# Input data
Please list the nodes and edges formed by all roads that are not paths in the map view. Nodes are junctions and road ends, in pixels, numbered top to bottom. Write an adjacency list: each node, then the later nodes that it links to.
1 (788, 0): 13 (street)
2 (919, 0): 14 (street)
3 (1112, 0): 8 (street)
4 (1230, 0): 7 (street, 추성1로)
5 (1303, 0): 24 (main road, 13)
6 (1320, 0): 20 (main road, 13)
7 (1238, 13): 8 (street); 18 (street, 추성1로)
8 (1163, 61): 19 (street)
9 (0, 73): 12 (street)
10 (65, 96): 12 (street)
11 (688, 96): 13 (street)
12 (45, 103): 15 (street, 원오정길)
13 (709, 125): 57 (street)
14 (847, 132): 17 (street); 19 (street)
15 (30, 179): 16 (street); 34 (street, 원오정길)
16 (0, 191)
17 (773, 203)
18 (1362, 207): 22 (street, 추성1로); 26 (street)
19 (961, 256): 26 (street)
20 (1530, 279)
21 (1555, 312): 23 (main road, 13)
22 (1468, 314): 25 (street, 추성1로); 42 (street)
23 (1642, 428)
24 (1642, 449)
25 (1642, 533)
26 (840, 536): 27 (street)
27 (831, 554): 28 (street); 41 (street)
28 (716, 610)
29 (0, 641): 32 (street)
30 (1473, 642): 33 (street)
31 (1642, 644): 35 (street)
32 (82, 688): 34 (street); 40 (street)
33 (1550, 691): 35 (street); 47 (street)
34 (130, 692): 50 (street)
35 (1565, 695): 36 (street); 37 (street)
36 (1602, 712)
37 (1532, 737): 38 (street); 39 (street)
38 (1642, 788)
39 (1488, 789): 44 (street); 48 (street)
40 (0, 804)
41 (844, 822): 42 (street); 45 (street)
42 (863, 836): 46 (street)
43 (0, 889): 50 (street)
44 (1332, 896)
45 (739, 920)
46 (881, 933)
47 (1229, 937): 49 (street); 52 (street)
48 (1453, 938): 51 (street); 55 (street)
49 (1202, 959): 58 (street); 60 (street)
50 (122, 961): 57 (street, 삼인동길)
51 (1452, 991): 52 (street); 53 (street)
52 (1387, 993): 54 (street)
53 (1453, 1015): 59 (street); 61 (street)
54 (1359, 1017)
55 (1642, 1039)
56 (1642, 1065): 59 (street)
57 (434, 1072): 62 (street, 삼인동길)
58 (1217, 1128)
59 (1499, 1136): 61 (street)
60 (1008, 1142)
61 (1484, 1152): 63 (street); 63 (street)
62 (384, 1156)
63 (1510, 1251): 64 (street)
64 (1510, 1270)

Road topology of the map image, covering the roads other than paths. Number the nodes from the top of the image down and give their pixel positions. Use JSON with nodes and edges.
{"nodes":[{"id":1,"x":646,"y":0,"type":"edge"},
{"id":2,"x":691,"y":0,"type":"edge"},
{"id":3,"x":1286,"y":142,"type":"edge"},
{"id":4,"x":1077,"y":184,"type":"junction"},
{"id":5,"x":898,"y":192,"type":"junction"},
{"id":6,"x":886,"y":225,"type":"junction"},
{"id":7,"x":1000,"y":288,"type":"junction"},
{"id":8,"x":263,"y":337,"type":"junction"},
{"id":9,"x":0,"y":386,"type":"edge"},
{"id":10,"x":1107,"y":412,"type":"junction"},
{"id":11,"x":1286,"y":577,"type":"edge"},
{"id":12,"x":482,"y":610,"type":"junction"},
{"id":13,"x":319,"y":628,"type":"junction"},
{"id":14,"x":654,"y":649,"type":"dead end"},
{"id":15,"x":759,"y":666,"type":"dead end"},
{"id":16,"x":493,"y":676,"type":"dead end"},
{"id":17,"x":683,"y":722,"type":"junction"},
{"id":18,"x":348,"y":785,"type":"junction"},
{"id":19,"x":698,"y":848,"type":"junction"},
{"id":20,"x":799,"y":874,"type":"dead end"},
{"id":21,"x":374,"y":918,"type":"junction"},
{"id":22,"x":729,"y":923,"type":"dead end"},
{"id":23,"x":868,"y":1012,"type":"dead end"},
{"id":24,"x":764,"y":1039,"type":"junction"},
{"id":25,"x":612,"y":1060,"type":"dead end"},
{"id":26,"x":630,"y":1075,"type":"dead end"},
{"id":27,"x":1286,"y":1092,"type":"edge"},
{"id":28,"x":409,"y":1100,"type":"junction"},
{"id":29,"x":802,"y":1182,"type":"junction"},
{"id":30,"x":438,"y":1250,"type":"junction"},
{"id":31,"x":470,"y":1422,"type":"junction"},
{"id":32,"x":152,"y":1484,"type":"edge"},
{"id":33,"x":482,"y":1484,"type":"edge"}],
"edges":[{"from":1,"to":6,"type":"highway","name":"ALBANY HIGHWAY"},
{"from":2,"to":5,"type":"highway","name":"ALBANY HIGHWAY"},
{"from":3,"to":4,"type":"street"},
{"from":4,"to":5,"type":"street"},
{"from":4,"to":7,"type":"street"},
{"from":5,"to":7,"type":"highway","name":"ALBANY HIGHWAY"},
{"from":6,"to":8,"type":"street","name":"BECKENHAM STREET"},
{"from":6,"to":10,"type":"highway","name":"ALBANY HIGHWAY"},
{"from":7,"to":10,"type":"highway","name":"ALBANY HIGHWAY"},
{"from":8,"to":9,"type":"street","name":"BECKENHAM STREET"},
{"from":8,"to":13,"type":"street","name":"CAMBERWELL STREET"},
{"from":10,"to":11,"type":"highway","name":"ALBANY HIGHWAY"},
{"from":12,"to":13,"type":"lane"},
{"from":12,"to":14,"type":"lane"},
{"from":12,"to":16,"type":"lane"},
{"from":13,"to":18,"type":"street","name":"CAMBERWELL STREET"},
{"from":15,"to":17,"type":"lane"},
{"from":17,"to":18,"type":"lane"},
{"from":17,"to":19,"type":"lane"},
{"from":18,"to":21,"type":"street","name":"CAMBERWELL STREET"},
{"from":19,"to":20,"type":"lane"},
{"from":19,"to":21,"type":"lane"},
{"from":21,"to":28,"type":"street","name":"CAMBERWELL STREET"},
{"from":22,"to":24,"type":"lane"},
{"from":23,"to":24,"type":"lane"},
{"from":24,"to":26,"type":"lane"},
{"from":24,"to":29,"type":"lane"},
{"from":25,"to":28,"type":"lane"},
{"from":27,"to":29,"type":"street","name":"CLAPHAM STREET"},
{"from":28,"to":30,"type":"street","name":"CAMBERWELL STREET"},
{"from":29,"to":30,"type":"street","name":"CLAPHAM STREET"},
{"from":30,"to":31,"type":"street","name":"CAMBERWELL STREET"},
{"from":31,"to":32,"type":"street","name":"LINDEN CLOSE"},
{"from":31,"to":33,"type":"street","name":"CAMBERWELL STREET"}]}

# Exercise description
No line may be skipped. Transcribe the listing above exactly.

# Finished task
Please list the nodes and edges formed by all roads that are not paths in the map view. Nodes are junctions and road ends, in pixels, numbered top to bottom. Write an adjacency list: each node, then the later nodes that it links to.
1 (788, 0): 13 (street)
2 (919, 0): 14 (street)
3 (1112, 0): 8 (street)
4 (1230, 0): 7 (street, 추성1로)
5 (1303, 0): 24 (main road, 13)
6 (1320, 0): 20 (main road, 13)
7 (1238, 13): 8 (street); 18 (street, 추성1로)
8 (1163, 61): 19 (street)
9 (0, 73): 12 (street)
10 (65, 96): 12 (street)
11 (688, 96): 13 (street)
12 (45, 103): 15 (street, 원오정길)
13 (709, 125): 57 (street)
14 (847, 132): 17 (street); 19 (street)
15 (30, 179): 16 (street); 34 (street, 원오정길)
16 (0, 191)
17 (773, 203)
18 (1362, 207): 22 (street, 추성1로); 26 (street)
19 (961, 256): 26 (street)
20 (1530, 279)
21 (1555, 312): 23 (main road, 13)
22 (1468, 314): 25 (street, 추성1로); 42 (street)
23 (1642, 428)
24 (1642, 449)
25 (1642, 533)
26 (840, 536): 27 (street)
27 (831, 554): 28 (street); 41 (street)
28 (716, 610)
29 (0, 641): 32 (street)
30 (1473, 642): 33 (street)
31 (1642, 644): 35 (street)
32 (82, 688): 34 (street); 40 (street)
33 (1550, 691): 35 (street); 47 (street)
34 (130, 692): 50 (street)
35 (1565, 695): 36 (street); 37 (street)
36 (1602, 712)
37 (1532, 737): 38 (street); 39 (street)
38 (1642, 788)
39 (1488, 789): 44 (street); 48 (street)
40 (0, 804)
41 (844, 822): 42 (street); 45 (street)
42 (863, 836): 46 (street)
43 (0, 889): 50 (street)
44 (1332, 896)
45 (739, 920)
46 (881, 933)
47 (1229, 937): 49 (street); 52 (street)
48 (1453, 938): 51 (street); 55 (street)
49 (1202, 959): 58 (street); 60 (street)
50 (122, 961): 57 (street, 삼인동길)
51 (1452, 991): 52 (street); 53 (street)
52 (1387, 993): 54 (street)
53 (1453, 1015): 59 (street); 61 (street)
54 (1359, 1017)
55 (1642, 1039)
56 (1642, 1065): 59 (street)
57 (434, 1072): 62 (street, 삼인동길)
58 (1217, 1128)
59 (1499, 1136): 61 (street)
60 (1008, 1142)
61 (1484, 1152): 63 (street); 63 (street)
62 (384, 1156)
63 (1510, 1251): 64 (street)
64 (1510, 1270)

Road topology of the map image, covering the roads other than paths. Number the nodes from the top of the image down and give their pixel positions. Use JSON with nodes and edges.
{"nodes":[{"id":1,"x":646,"y":0,"type":"edge"},
{"id":2,"x":691,"y":0,"type":"edge"},
{"id":3,"x":1286,"y":142,"type":"edge"},
{"id":4,"x":1077,"y":184,"type":"junction"},
{"id":5,"x":898,"y":192,"type":"junction"},
{"id":6,"x":886,"y":225,"type":"junction"},
{"id":7,"x":1000,"y":288,"type":"junction"},
{"id":8,"x":263,"y":337,"type":"junction"},
{"id":9,"x":0,"y":386,"type":"edge"},
{"id":10,"x":1107,"y":412,"type":"junction"},
{"id":11,"x":1286,"y":577,"type":"edge"},
{"id":12,"x":482,"y":610,"type":"junction"},
{"id":13,"x":319,"y":628,"type":"junction"},
{"id":14,"x":654,"y":649,"type":"dead end"},
{"id":15,"x":759,"y":666,"type":"dead end"},
{"id":16,"x":493,"y":676,"type":"dead end"},
{"id":17,"x":683,"y":722,"type":"junction"},
{"id":18,"x":348,"y":785,"type":"junction"},
{"id":19,"x":698,"y":848,"type":"junction"},
{"id":20,"x":799,"y":874,"type":"dead end"},
{"id":21,"x":374,"y":918,"type":"junction"},
{"id":22,"x":729,"y":923,"type":"dead end"},
{"id":23,"x":868,"y":1012,"type":"dead end"},
{"id":24,"x":764,"y":1039,"type":"junction"},
{"id":25,"x":612,"y":1060,"type":"dead end"},
{"id":26,"x":630,"y":1075,"type":"dead end"},
{"id":27,"x":1286,"y":1092,"type":"edge"},
{"id":28,"x":409,"y":1100,"type":"junction"},
{"id":29,"x":802,"y":1182,"type":"junction"},
{"id":30,"x":438,"y":1250,"type":"junction"},
{"id":31,"x":470,"y":1422,"type":"junction"},
{"id":32,"x":152,"y":1484,"type":"edge"},
{"id":33,"x":482,"y":1484,"type":"edge"}],
"edges":[{"from":1,"to":6,"type":"highway","name":"ALBANY HIGHWAY"},
{"from":2,"to":5,"type":"highway","name":"ALBANY HIGHWAY"},
{"from":3,"to":4,"type":"street"},
{"from":4,"to":5,"type":"street"},
{"from":4,"to":7,"type":"street"},
{"from":5,"to":7,"type":"highway","name":"ALBANY HIGHWAY"},
{"from":6,"to":8,"type":"street","name":"BECKENHAM STREET"},
{"from":6,"to":10,"type":"highway","name":"ALBANY HIGHWAY"},
{"from":7,"to":10,"type":"highway","name":"ALBANY HIGHWAY"},
{"from":8,"to":9,"type":"street","name":"BECKENHAM STREET"},
{"from":8,"to":13,"type":"street","name":"CAMBERWELL STREET"},
{"from":10,"to":11,"type":"highway","name":"ALBANY HIGHWAY"},
{"from":12,"to":13,"type":"lane"},
{"from":12,"to":14,"type":"lane"},
{"from":12,"to":16,"type":"lane"},
{"from":13,"to":18,"type":"street","name":"CAMBERWELL STREET"},
{"from":15,"to":17,"type":"lane"},
{"from":17,"to":18,"type":"lane"},
{"from":17,"to":19,"type":"lane"},
{"from":18,"to":21,"type":"street","name":"CAMBERWELL STREET"},
{"from":19,"to":20,"type":"lane"},
{"from":19,"to":21,"type":"lane"},
{"from":21,"to":28,"type":"street","name":"CAMBERWELL STREET"},
{"from":22,"to":24,"type":"lane"},
{"from":23,"to":24,"type":"lane"},
{"from":24,"to":26,"type":"lane"},
{"from":24,"to":29,"type":"lane"},
{"from":25,"to":28,"type":"lane"},
{"from":27,"to":29,"type":"street","name":"CLAPHAM STREET"},
{"from":28,"to":30,"type":"street","name":"CAMBERWELL STREET"},
{"from":29,"to":30,"type":"street","name":"CLAPHAM STREET"},
{"from":30,"to":31,"type":"street","name":"CAMBERWELL STREET"},
{"from":31,"to":32,"type":"street","name":"LINDEN CLOSE"},
{"from":31,"to":33,"type":"street","name":"CAMBERWELL STREET"}]}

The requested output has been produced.